§ **TASK DETAILS**
Read the data, and whenever a line holds the word "street", report that line.

[Saved entries]
★ ★ ★ ★
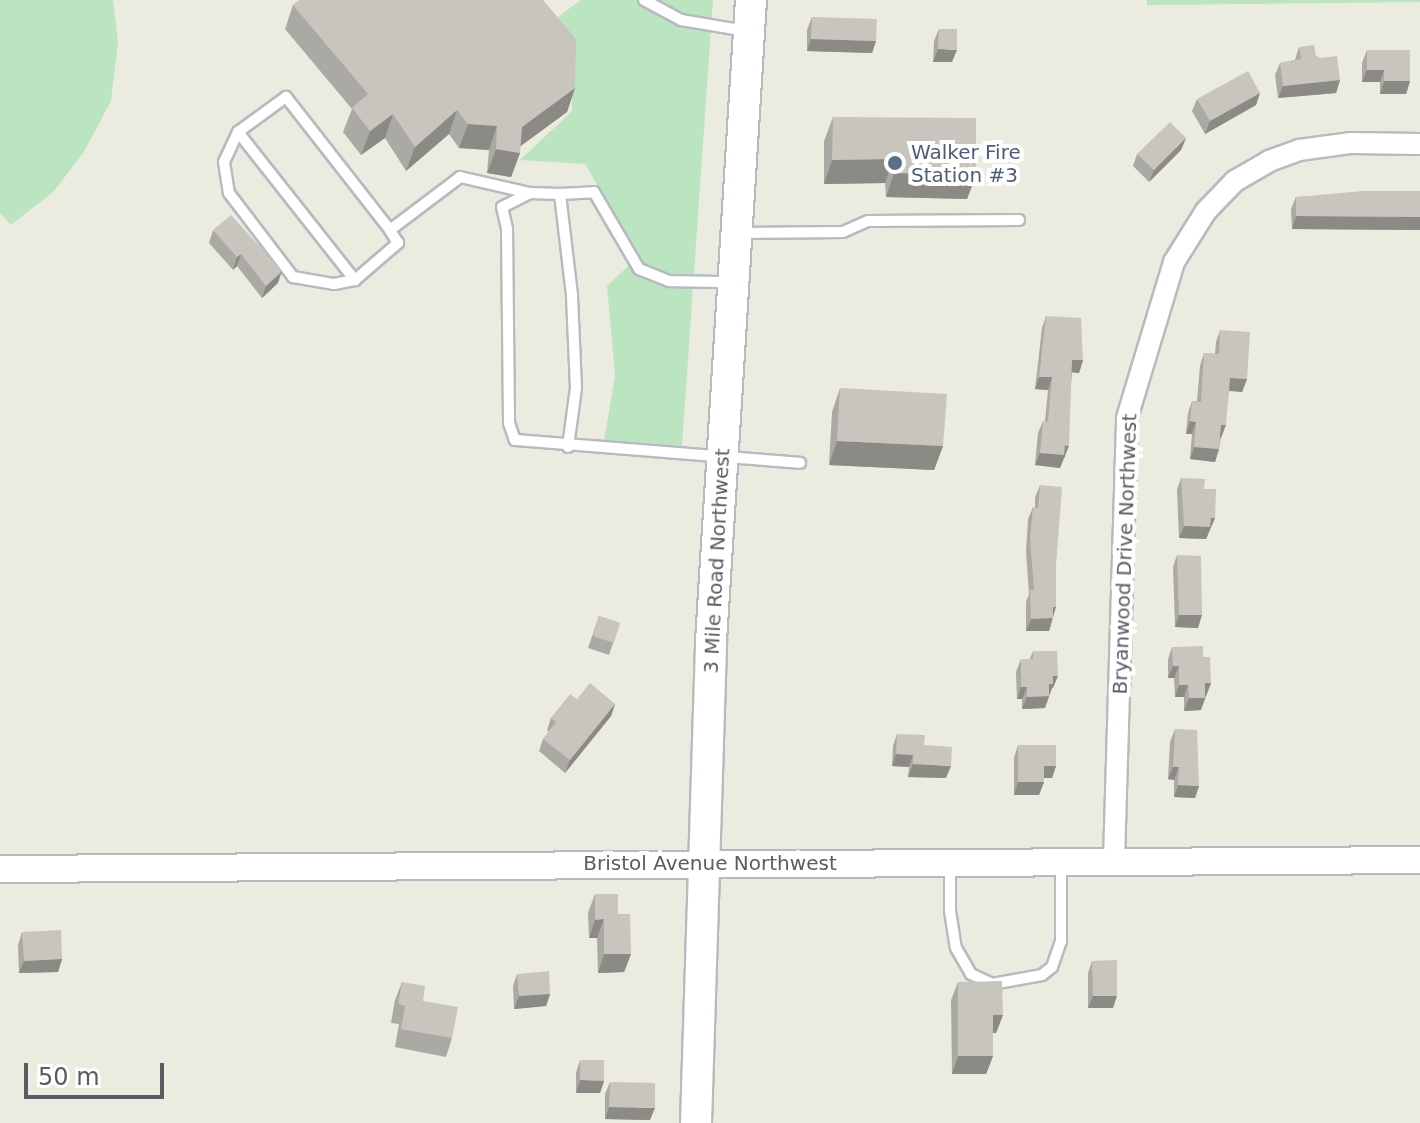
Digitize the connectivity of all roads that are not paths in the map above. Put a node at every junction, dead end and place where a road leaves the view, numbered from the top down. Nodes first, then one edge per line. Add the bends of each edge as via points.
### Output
1 (644, 0) edge
2 (751, 0) edge
3 (749, 32) junction
4 (238, 132) junction
5 (1420, 144) edge
6 (530, 193) junction
7 (560, 194) junction
8 (1019, 220) dead end
9 (390, 230) junction
10 (737, 233) junction
11 (355, 280) junction
12 (733, 282) junction
13 (568, 447) junction
14 (723, 457) junction
15 (800, 463) dead end
16 (1061, 860) junction
17 (1114, 860) junction
18 (1420, 860) edge
19 (950, 861) junction
20 (703, 864) junction
21 (0, 869) edge
22 (696, 1123) edge

1 - 3 lane via 681,20
2 - 3 main road, 3 Mile Road Northwest
3 - 10 main road, 3 Mile Road Northwest
4 - 9 lane via 286,97
4 - 11 lane
4 - 11 lane via 224,162 229,193 293,277 334,284
5 - 17 street, Bryanwood Drive Northwest via 1350,143 1299,150 1269,161 1235,181 1206,211 1174,262 1127,418
6 - 7 lane
6 - 9 lane via 460,177
6 - 13 lane via 502,207 507,229 509,423 515,440
7 - 12 lane via 594,192 639,269 669,281
7 - 13 lane via 576,388
8 - 10 lane via 868,221 843,232
9 - 11 lane via 398,243
10 - 12 main road, 3 Mile Road Northwest
12 - 14 main road, 3 Mile Road Northwest
13 - 14 lane
14 - 15 lane
14 - 20 main road, 3 Mile Road Northwest
16 - 17 street, Bristol Avenue Northwest
16 - 19 street, Bristol Avenue Northwest
16 - 19 lane via 1061,941 1052,967 1042,975 992,984 971,974 956,948
17 - 18 street, Bristol Avenue Northwest
19 - 20 street, Bristol Avenue Northwest
20 - 21 street, Bristol Avenue Northwest
20 - 22 main road, 3 Mile Road Northwest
★ ★ ★ ★
§ **SOLUTION TO THIS TASK**
5 - 17 street, Bryanwood Drive Northwest via 1350,143 1299,150 1269,161 1235,181 1206,211 1174,262 1127,418
16 - 17 street, Bristol Avenue Northwest
16 - 19 street, Bristol Avenue Northwest
17 - 18 street, Bristol Avenue Northwest
19 - 20 street, Bristol Avenue Northwest
20 - 21 street, Bristol Avenue Northwest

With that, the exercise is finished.